Un(re)solved tells the stories of lives cut short and examines a federal effort to investigate more than 150 cold cases that date back to the civil rights era.
Enter a forest of quilted memories to learn about four people whose untimely deaths are being re-examined as part of a federal effort to grapple with America’s legacy of racist killings through the Emmett Till Unsolved Civil Rights Crime Act.
Among the more than 150 victims are voting rights advocates, veterans, Louisville’s first female prosecutor, business owners, mothers, fathers and children.
Narrated by the award-winning journalist, author and civil rights pioneer Charlayne Hunter-Gault, this immersive interactive storytelling experience invites visitors to go back in time to learn what happened in these cases and about the families still seeking justice today.

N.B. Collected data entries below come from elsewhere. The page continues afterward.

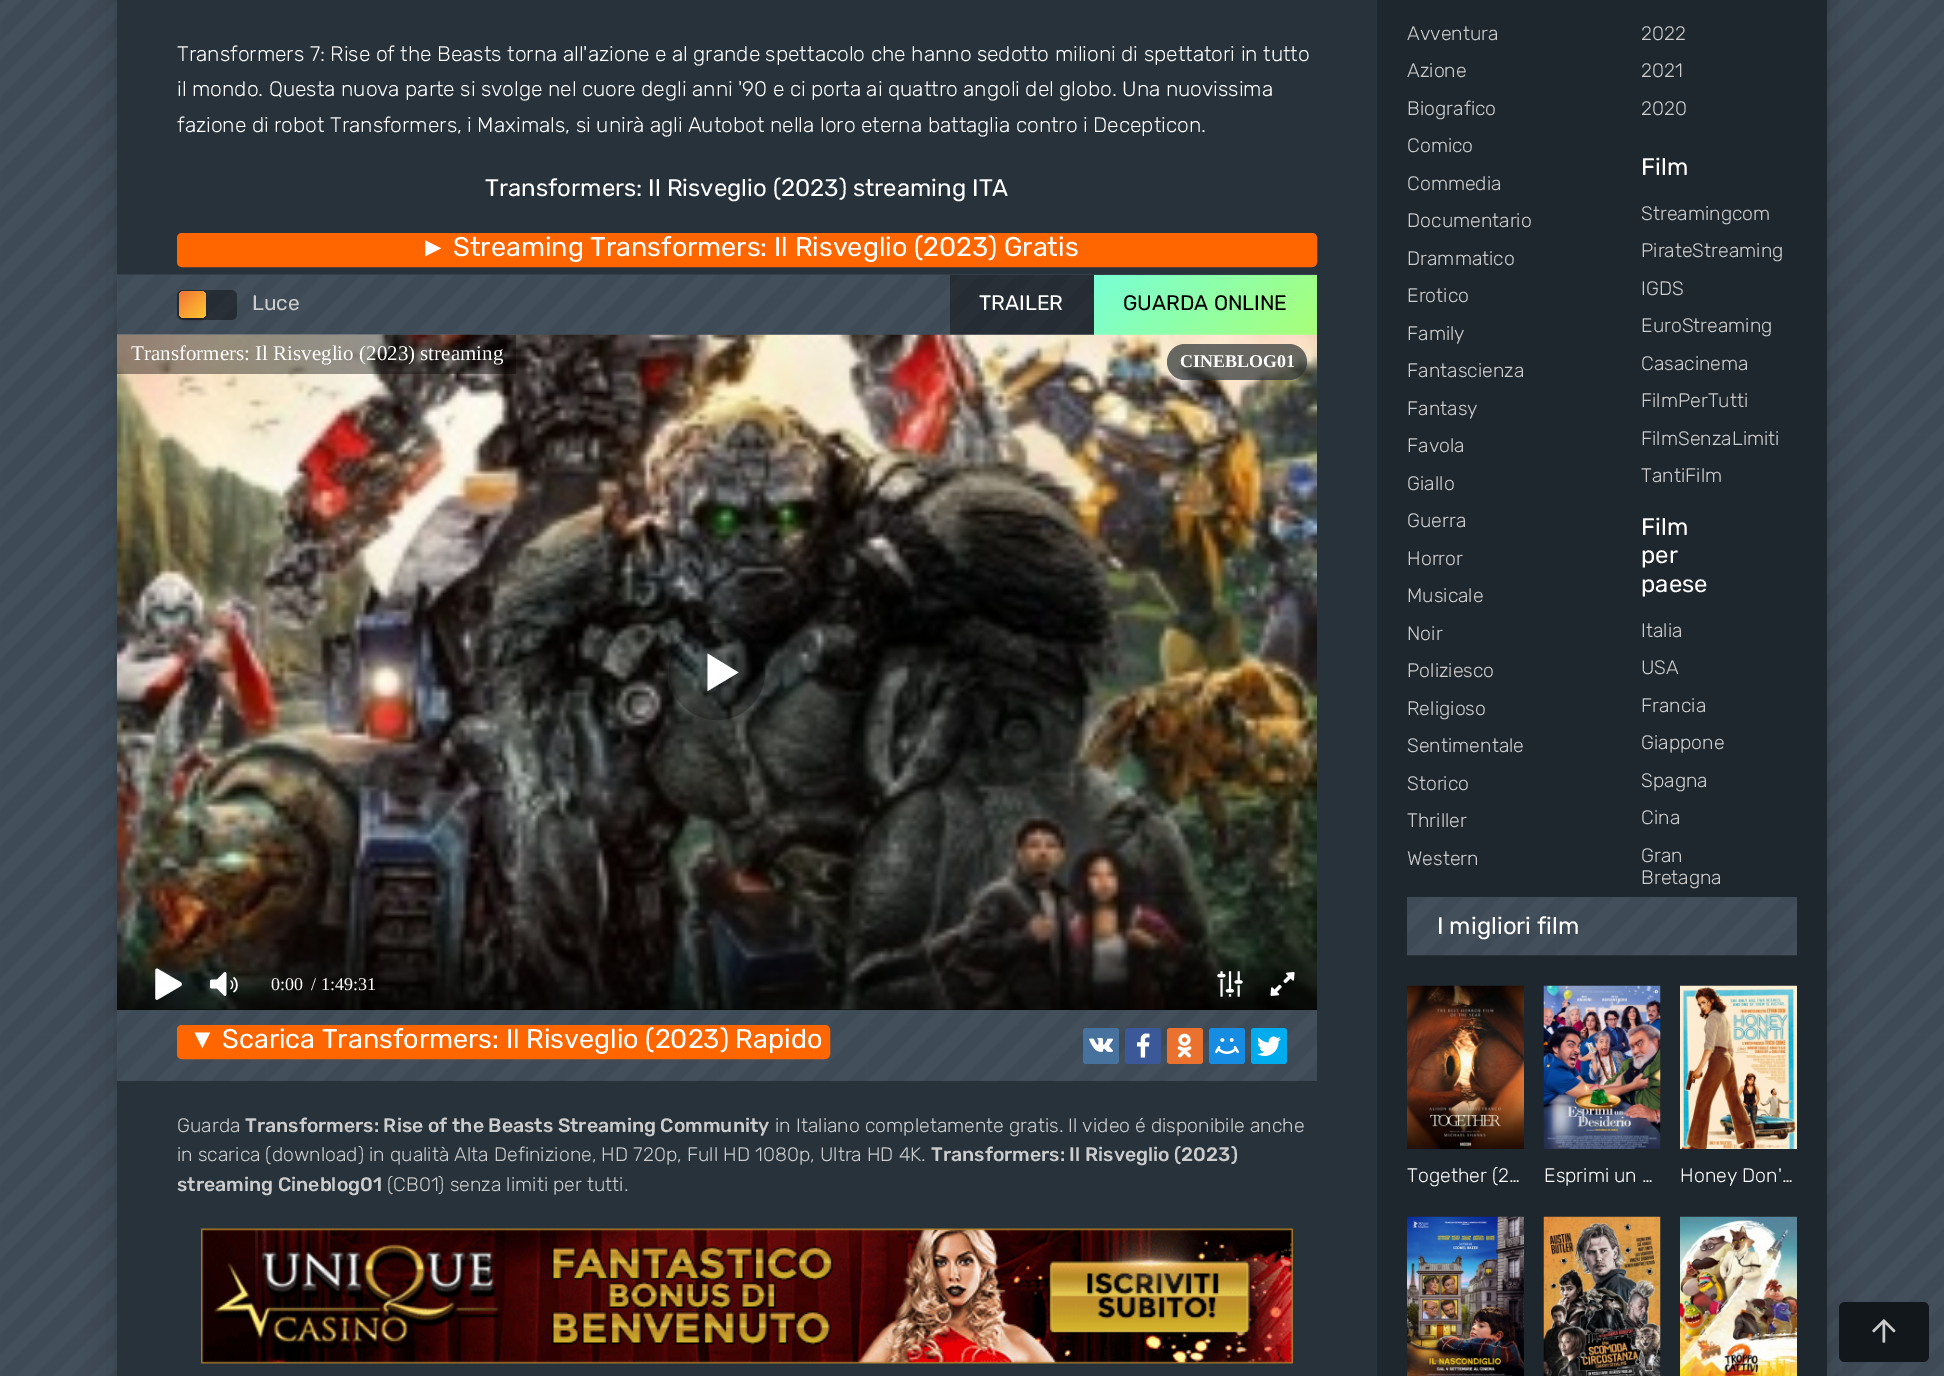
%!PS
<< /PageSize [1944 1376] /PageUsesTransparency true >> setpagedevice
/rgb { 3 { 255 div 3 1 roll } repeat setrgbcolor } def
/font { [ exch dup neg 0 0 3 -1 roll 0 0 ] selectfont } def
/text { moveto show } def
/alpha { dup .setfillconstantalpha .setstrokeconstantalpha } def
/roundrect { 5 dict begin { /r /h /w /y /x } { exch def } forall
  x r add y moveto x w add y 2 copy h add r arct x w add y h add x 1 index r arct
  x y h add x y r arct x y 2 copy exch w add exch r arct closepath end } def
/shadow { 12 dict begin { /a /b /q /h /w /y /x } { exch def } forall gsave /was 0 def
  9 -2 -9 { dup b mul 4 div /e exch def 1 sub .425 mul 2.718 exch exp 1 add a .99 .min exch div /now exch def
    1 1 now sub 1 was sub div sub alpha /was now def
    w h .min e 2 mul add 0 gt { x e sub y e sub w e 2 mul add h e 2 mul add
      q e add b .6 mul add w h .min 2 div e add .min 0 .max roundrect fill } if } for grestore end } def
/picture { 5 dict begin { /h /w /y /x /name } { exch def } forall
  gsave x y translate w h scale
  w h 8 [w 0 0 h 0 0] name (r) file false 3 colorimage grestore end } def
0 .pushpdf14devicefilter
0 1376 translate 1 -1 scale
4 setmiterlimit
255 255 255 rgb
0 0 1944 1376 rectfill
(img_01.rgb) 0 0 1944 1376 picture
0 0 0 rgb
117 -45 1710 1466 0 15 0.2 shadow
39 50 59 rgb
117 0 1260 1376 rectfill
255 102 0 rgb
178.5 234.5 1137 31 3.5 roundrect gsave fill grestore
3 setlinewidth
stroke
18 23 27 rgb
117 1081 1200 1 rectfill
(img_02.rgb) 117 274 1200 808 picture
0.4 alpha
0 0 0 rgb
177 290 60 30 6 roundrect fill
1 alpha
179 293 27 27 6 1.5 0.3 shadow
gsave 179 291 27 27 6 roundrect clip newpath
<< /ShadingType 2 /ColorSpace /DeviceRGB /Coords [179 291 206 318] /Extend [true true] /Function << /FunctionType 2 /Domain [0 1] /C0 [0.953 0.451 0.208] /C1 [0.992 0.784 0.188] /N 1 >> >> shfill grestore
0.4 alpha
950 275 144 60 rectfill
1 alpha
gsave 1094 275 moveto 223 0 rlineto 0 60 rlineto -223 0 rlineto closepath clip newpath
<< /ShadingType 2 /ColorSpace /DeviceRGB /Coords [1134 234 1276 375] /Extend [true true] /Function << /FunctionType 2 /Domain [0 1] /C0 [0.471 1 0.839] /C1 [0.659 1 0.471] /N 1 >> >> shfill grestore
117 1009 1200 1 rectfill
(img_03.rgb) 117 334 1200 676 picture
0.4 alpha
117 335 399 39 rectfill
0.7 alpha
42 49 52 rgb
1167 344 140 36 18 roundrect fill
0.3 alpha
0 0 0 rgb
669 623 96 97 48 roundrect fill
1 alpha
255 255 255 rgb
707.5 653.5 moveto 0 37.5 rlineto 31 -18.5 rlineto -31 -19 rlineto fill
(img_04.rgb) 117 893 1200 117 picture
(img_05.rgb) 155 968 27 32 picture
(img_06.rgb) 210 972 28 24 picture
(img_07.rgb) 1217 971 26 26 picture
(img_08.rgb) 1270 972 25 24 picture
255 102 0 rgb
178.5 1026.5 650 31 3.5 roundrect gsave fill grestore
stroke
72 114 158 rgb
1083 1028 36 36 3 roundrect fill
(img_09.rgb) 1089 1038 24 14 picture
59 89 152 rgb
1125 1028 36 36 3 roundrect fill
(img_10.rgb) 1137 1033 13 25 picture
235 114 46 rgb
1167 1028 36 36 3 roundrect fill
(img_11.rgb) 1177 1033 15 25 picture
22 141 226 rgb
1209 1028 36 36 3 roundrect fill
(img_12.rgb) 1215 1038 24 16 picture
0 172 237 rgb
1251 1028 36 36 3 roundrect fill
(img_13.rgb) 1257 1036 24 20 picture
(img_14.rgb) 201 1228 1092 136 picture
30 39 46 rgb
1377 0 450 1376 rectfill
18 23 27 rgb
1407 955 390 1 rectfill
(img_15.rgb) 1407 897 390 59 picture
(img_16.rgb) 1407 985 117 164 picture
(img_17.rgb) 1543 985 118 164 picture
(img_18.rgb) 1680 985 117 164 picture
(img_19.rgb) 1407 1216 117 160 picture
(img_20.rgb) 1543 1216 118 160 picture
(img_21.rgb) 1680 1216 117 160 picture
1839 1302 90 60 6 roundrect fill
(img_22.rgb) 1872 1319 24 24 picture
/Rubik-Light 21 font
255 255 255 rgb
(Transformers 7: Rise of the Beasts torna all'azione e al grande spettacolo che hanno sedotto milioni di spettatori in tutto) 177 61 text
(il mondo. Questa nuova parte si svolge nel cuore degli anni '90 e ci porta ai quattro angoli del globo. Una nuovissima) 177 96 text
(fazione di robot Transformers, i Maximals, si unirà agli Autobot nella loro eterna battaglia contro i Decepticon.) 177 132 text
/Rubik-Regular 24 font
(Transformers: Il Risveglio \(2023\) streaming ITA) 485 196 text
/LiberationSans-Regular 27 font
(►) 420 256 text
/Rubik-Regular 27 font
(Streaming Transformers: Il Risveglio \(2023\) Gratis) 453 256 text
/Rubik-Regular 21 font
204 204 204 rgb
(Luce) 252 310 text
255 255 255 rgb
(TRAILER) 979 310 text
0 0 0 rgb
(GUARDA ONLINE) 1123 310 text
/LiberationSerif-Regular 21 font
255 255 255 rgb
(Transformers: Il Risveglio \(2023\) streaming) 131 360 text
/LiberationSerif-Bold 18 font
(CINEBLOG01) 1180 367 text
/LiberationSerif-Regular 18 font
(0:00) 271 990 text
(/ 1:49:31) 311 990 text
/LiberationSans-Regular 27 font
(▼) 189 1048 text
/Rubik-Regular 27 font
(Scarica Transformers: Il Risveglio \(2023\) Rapido) 222 1048 text
/Rubik-Light 19.5 font
204 204 204 rgb
(Guarda) 177 1132 text
/Rubik-Medium 19.5 font
(Transformers: Rise of the Beasts Streaming Community) 245 1132 text
/Rubik-Light 19.5 font
(in Italiano completamente gratis. Il video é disponibile anche) 775 1132 text
(in scarica \(download\) in qualità Alta Definizione, HD 720p, Full HD 1080p, Ultra HD 4K.) 177 1161 text
/Rubik-Medium 19.5 font
(Transformers: Il Risveglio \(2023\)) 931 1161 text
(streaming Cineblog01) 177 1191 text
/Rubik-Light 19.5 font
(\(CB01\) senza limiti per tutti.) 387 1191 text
(Avventura) 1407 40 text
(Azione) 1407 77 text
(Biografico) 1407 115 text
(Comico) 1407 152 text
(Commedia) 1407 190 text
(Documentario) 1407 227 text
(Drammatico) 1407 265 text
(Erotico) 1407 302 text
(Family) 1407 340 text
(Fantascienza) 1407 377 text
(Fantasy) 1407 415 text
(Favola) 1407 452 text
(Giallo) 1407 490 text
(Guerra) 1407 527 text
(Horror) 1407 565 text
(Musicale) 1407 602 text
(Noir) 1407 640 text
(Poliziesco) 1407 677 text
(Religioso) 1407 715 text
(Sentimentale) 1407 752 text
(Storico) 1407 790 text
(Thriller) 1407 827 text
(Western) 1407 865 text
(2022) 1641 40 text
(2021) 1641 77 text
(2020) 1641 115 text
/Rubik-Regular 24 font
255 255 255 rgb
(Film) 1641 175 text
/Rubik-Light 19.5 font
204 204 204 rgb
(Streamingcom) 1641 220 text
(PirateStreaming) 1641 257 text
(IGDS) 1641 295 text
(EuroStreaming) 1641 332 text
(Casacinema) 1641 370 text
(FilmPerTutti) 1641 407 text
(FilmSenzaLimiti) 1641 445 text
(TantiFilm) 1641 482 text
/Rubik-Regular 24 font
255 255 255 rgb
(Film) 1641 535 text
(per) 1641 563 text
(paese) 1641 592 text
/Rubik-Light 19.5 font
204 204 204 rgb
(Italia) 1641 637 text
(USA) 1641 674 text
(Francia) 1641 712 text
(Giappone) 1641 749 text
(Spagna) 1641 787 text
(Cina) 1641 824 text
(Gran) 1641 862 text
(Bretagna) 1641 884 text
/Rubik-Regular 24 font
255 255 255 rgb
(I migliori film) 1437 934 text
/Rubik-Light 19.5 font
(Together \(2…) 1407 1182 text
(Esprimi un …) 1544 1182 text
(Honey Don'…) 1680 1182 text
.poppdf14devicefilter showpage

The killings took place as far south as the Mississippi Delta and as far north as the Canadian border. Racist violence cut short the lives of those in their 70s and those as young as 9 years old. Every person’s story is documented, and every case can be explored.
To lead the creative vision for the installation, FRONTLINE partnered with Ado Ato Pictures, a premier mixed reality studio founded by artist, filmmaker, and technologist Tamara Shogaolu. Shogaolu rooted the visuals of Un(re)solved in the powerful symbolism of trees. In the United States, trees evoke the ideal of liberty, but also speak to an oppressive history of racially motivated violence.
Travel into the woods, shine the light of truth upon their stories and learn about the limits and failures of a federal effort to right wrongs in the country’s past.